En tentant de s'approprier l'identité arabe, Téhéran se prend les pieds dans le tapis

En tentant de s'approprier l'identité arabe, Téhéran se prend les pieds dans le tapis
  • Pendant des décennies, Téhéran a traité avec dédain les communautés chiites du monde arabe
  • L’irascibilité de Téhéran au sujet du nom banal d’un tournoi de football met en évidence la faiblesse et l’infériorité du régime

Après des décennies au cours desquelles les Arabes du Golfe se rendaient rarement en Irak, le fait que la Coupe du Golfe des nations ait été organisée en Irak pour la première fois depuis 1979 a déclenché une vague d’enthousiasme. Néanmoins, les partisans de l’Iran cherchent désespérément à saboter les relations de l’Irak avec ses frères arabes.
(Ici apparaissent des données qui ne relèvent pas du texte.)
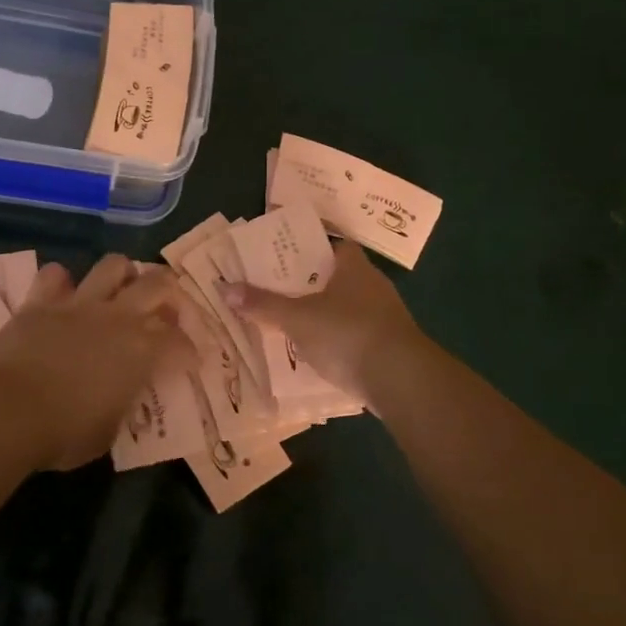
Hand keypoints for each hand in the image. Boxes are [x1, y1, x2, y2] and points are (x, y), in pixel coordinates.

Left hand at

Tout le monde s’en est rendu compte lors de la cérémonie d’ouverture de la compétition, à Bassorah, lorsqu’une terrible altercation a entraîné le départ de la délégation koweïtienne, ainsi que d’autres délégations et ressortissants du Conseil de coopération du Golfe (CCG).
Les théocrates de Téhéran ont été particulièrement irrités par le Premier ministre irakien, Mohammed Chia al-Soudani, qui a parlé des «invités arabes des pays du golfe Arabique»: ils ont eu l’impression qu’il avait été nommé par leurs marionnettes irakiennes dans le cadre du projet d’expansion du «golfe Persique» de l’Iran. En outre, la participation de M. Soudani au sommet arabo-chinois du mois dernier à Riyad ainsi qu’à la conférence de Bagdad, organisée en Jordanie en décembre, a été largement interprétée – à tort ou à raison – comme un geste de bonne foi qui visait à améliorer les relations avec les États arabes.
L’Iran tente d’arracher des nations comme l’Irak, la Syrie, le Liban et le Yémen à leur culture et à leurs racines arabes pour les convertir en États satellites persans inanimés. Bien que ce projet soit voué à l’échec et que ces tentatives désespérées ne survivent guère au régime des ayatollahs, qui s’effondrera bientôt, de telles politiques hostiles ont semé le chaos, des massacres de masse, un nettoyage sectaire et des crimes contre l’humanité dans ces États arabes qui souffrent depuis longtemps.
Esam Hussein, un haut responsable du mouvement chiite sadriste (une entité que Téhéran cherchait auparavant à coopter) a condamné les réponses incendiaires de l’Iran à ces responsables irakiens qui sont allés jusqu’à prononcer le nom de «golfe Arabique». Il affirme: «L’Iran est très troublé par la proximité entre les Irakiens et les peuples des États arabes du Golfe. L’Iran ne souhaite pas ce rapprochement par crainte d’une augmentation future des voyages touristiques et du développement des liens économiques et d’investissement.»
En réalité, la Coupe du Golfe des nations porte ce nom depuis qu’elle a été organisée pour la première fois, en 1970. Téhéran soulève la question uniquement parce qu’il considère l’Irak comme son fief privé et estime que les dirigeants de Bagdad peuvent être humiliés à chaque occasion. Étonnamment, l’Iran (qui remet habituellement en cause la légitimité des «puissances coloniales» occidentales), dans ses fantasmes de «golfe Persique», considère les documents de l’époque coloniale comme des écrits indiscutables. Il insiste même pour qualifier les nations de la péninsule Arabique d’«États du golfe Persique», comme s’ils existaient d’une manière ou d’une autre sous l’hégémonie iranienne. Cette affirmation est particulièrement pernicieuse compte tenu des allégations illégales et occasionnelles selon lesquelles Bahreïn et d’autres îles et territoires du Golfe appartiendraient à la République islamique.
Le «golfe Arabique» a été un lac arabe à travers l’histoire. Au cours des derniers siècles, les territoires situés le long de la côte orientale du Golfe – isolés de la Perse intérieure par les montagnes du Zagros – étaient principalement occupés par des tribus arabes de marins et de petits États arabes autonomes. Les Arabes huwala font partie des habitants les plus connus de ce littoral. Beaucoup d’entre eux se sont ensuite établis dans les États arabes, fuyant les persécutions du régime du chah et de la République islamique.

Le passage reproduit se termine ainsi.